April 2nd, 2009 Erik Howard No comments
Amazon Elastic MapReduce

Amazon Elastic MapReduce

Today, Amazon annouced the availability of it’s newest web servrice – Elastic MapReduce.

Amazon Elastic MapReduce is a web service that enables businesses, researchers, data analysts, and developers to easily and cost-effectively process vast amounts of data. It utilizes a hosted Hadoop framework running on the web-scale infrastructure of Amazon Elastic Compute Cloud (Amazon EC2) and Amazon Simple Storage Service (Amazon S3).

Amazon Elastic MapReduce automatically spins up a Hadoop implementation of the MapReduce framework on Amazon EC2 instances, sub-dividing the data in a job flow into smaller chunks so that they can be processed (the “map” function) in parallel, and eventually recombining the processed data into the final solution (the “reduce” function). Amazon S3 serves as the source for the data being analyzed, and as the output destination for the end results.

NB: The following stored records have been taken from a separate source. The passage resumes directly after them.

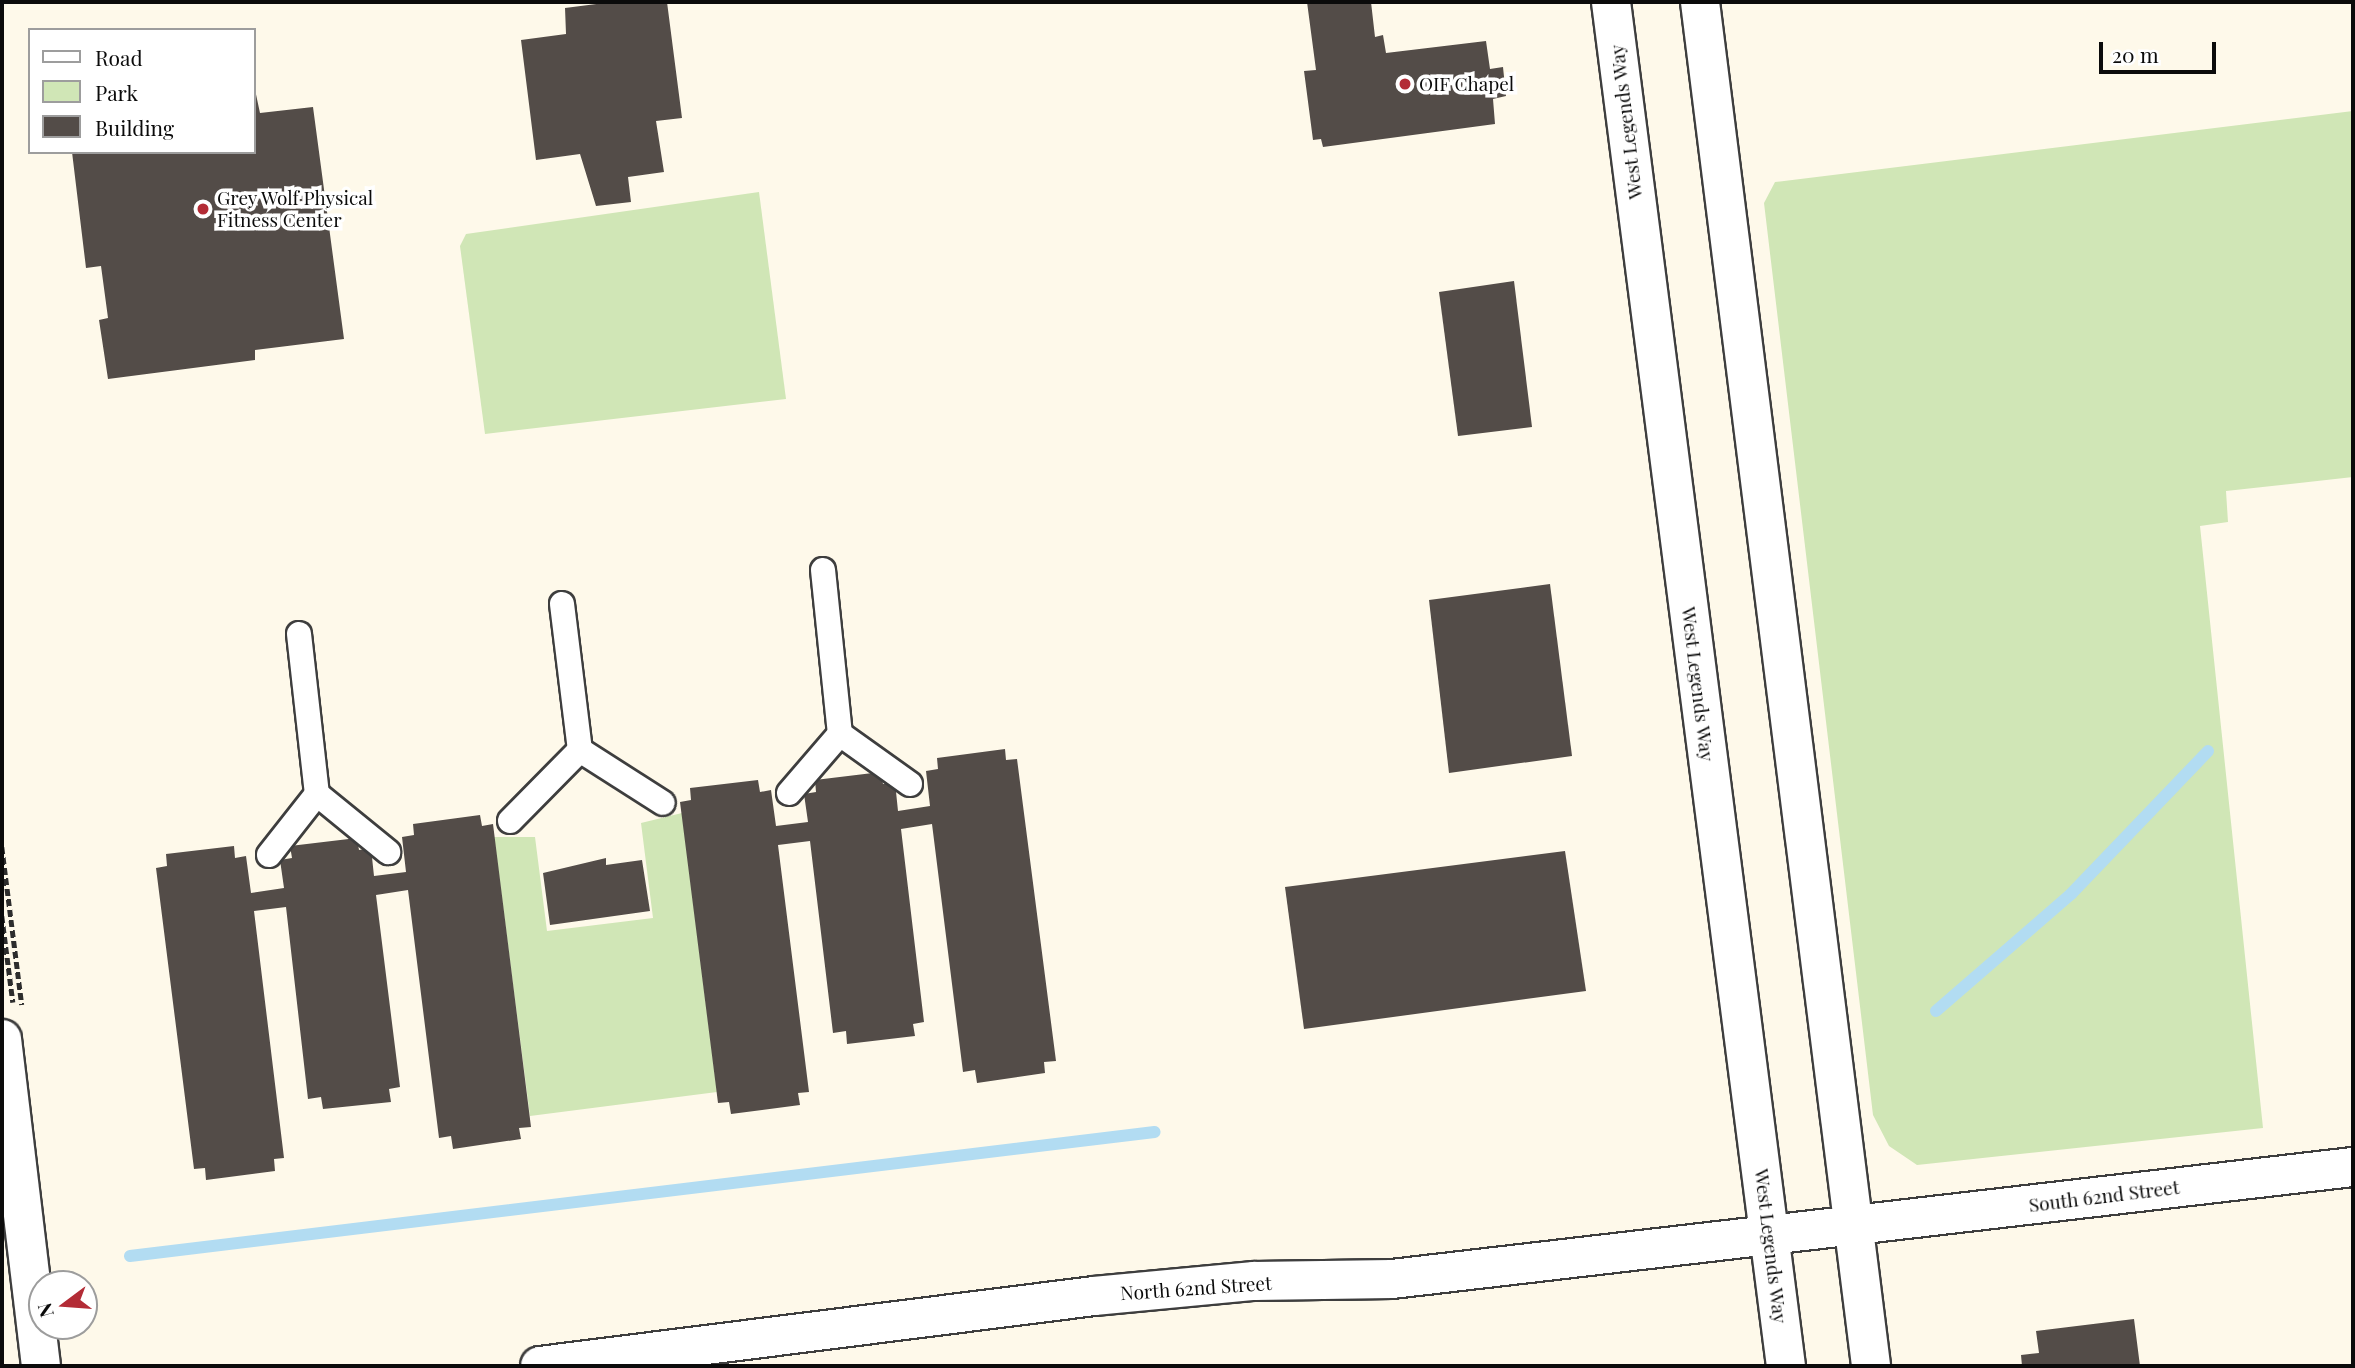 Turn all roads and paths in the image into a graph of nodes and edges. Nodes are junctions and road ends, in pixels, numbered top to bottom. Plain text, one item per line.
1 (1611, 2) edge
2 (1700, 2) edge
3 (823, 570) dead end
4 (562, 604) dead end
5 (299, 634) dead end
6 (840, 734) junction
7 (580, 750) junction
8 (910, 783) dead end
9 (789, 793) dead end
10 (317, 794) junction
11 (663, 803) dead end
12 (510, 821) dead end
13 (388, 852) dead end
14 (270, 855) dead end
15 (2, 1039) edge
16 (2353, 1167) edge
17 (1854, 1226) junction
18 (1770, 1237) junction
19 (41, 1366) edge
20 (540, 1366) edge
21 (1786, 1366) edge
22 (1871, 1366) edge

1 - 18 street, West Legends Way
2 - 17 street
3 - 6 street
4 - 7 street
5 - 10 street
6 - 8 street
6 - 9 street
7 - 11 street
7 - 12 street
10 - 13 street
10 - 14 street
15 - 19 street
16 - 17 street, South 62nd Street
17 - 18 street, North 62nd Street
17 - 22 street
18 - 20 street, North 62nd Street
18 - 21 street, West Legends Way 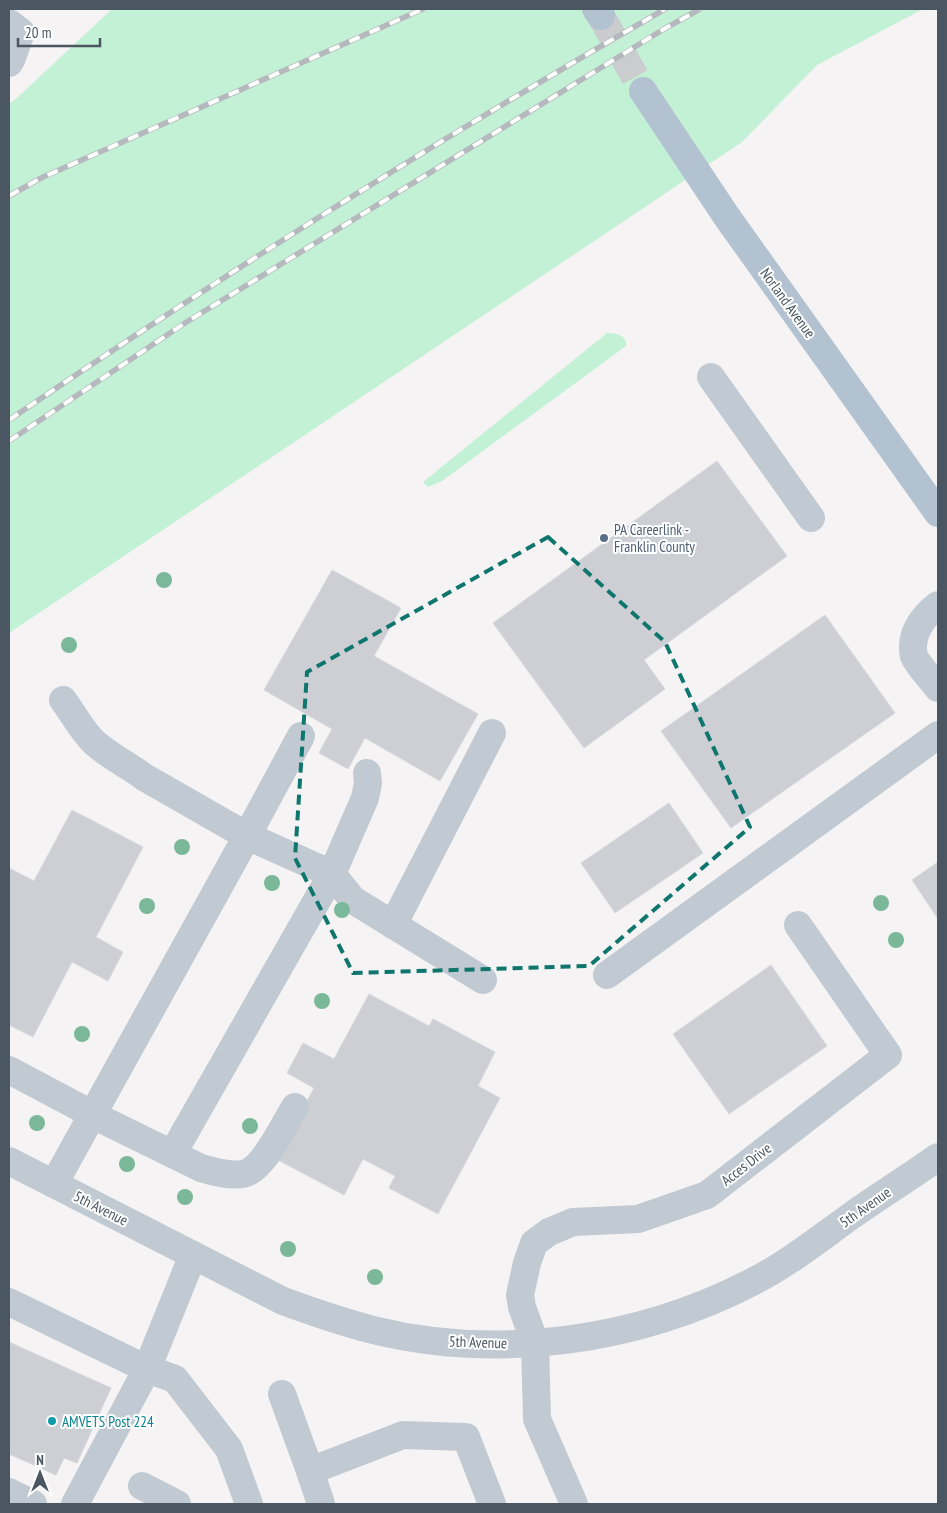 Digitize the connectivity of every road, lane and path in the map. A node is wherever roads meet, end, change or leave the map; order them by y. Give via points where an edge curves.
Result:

Amazon Elastic MapReduce applications can be authored in Java, Ruby, Perl, Python, PHP, R, or C++.  Elastic MapReduce applications only run on Linux/Unix instances running in the US region on EC2. Both reserved and on-demand instances are supported. If you have any on-demand instances, they will be used first.

Amazon Elastic MapReduce pricing is in addition to standard EC2 rates.

Current Amazon MapReduce Pricing

Current Amazon MapReduce Pricing

Amazon EC2 and Amazon S3 charges are billed separately. Pricing for Amazon Elastic MapReduce is per instance-hour consumed for each instance type, from the time job flow began processing until it is terminated. Each partial instance-hour consumed will be billed as a full hour.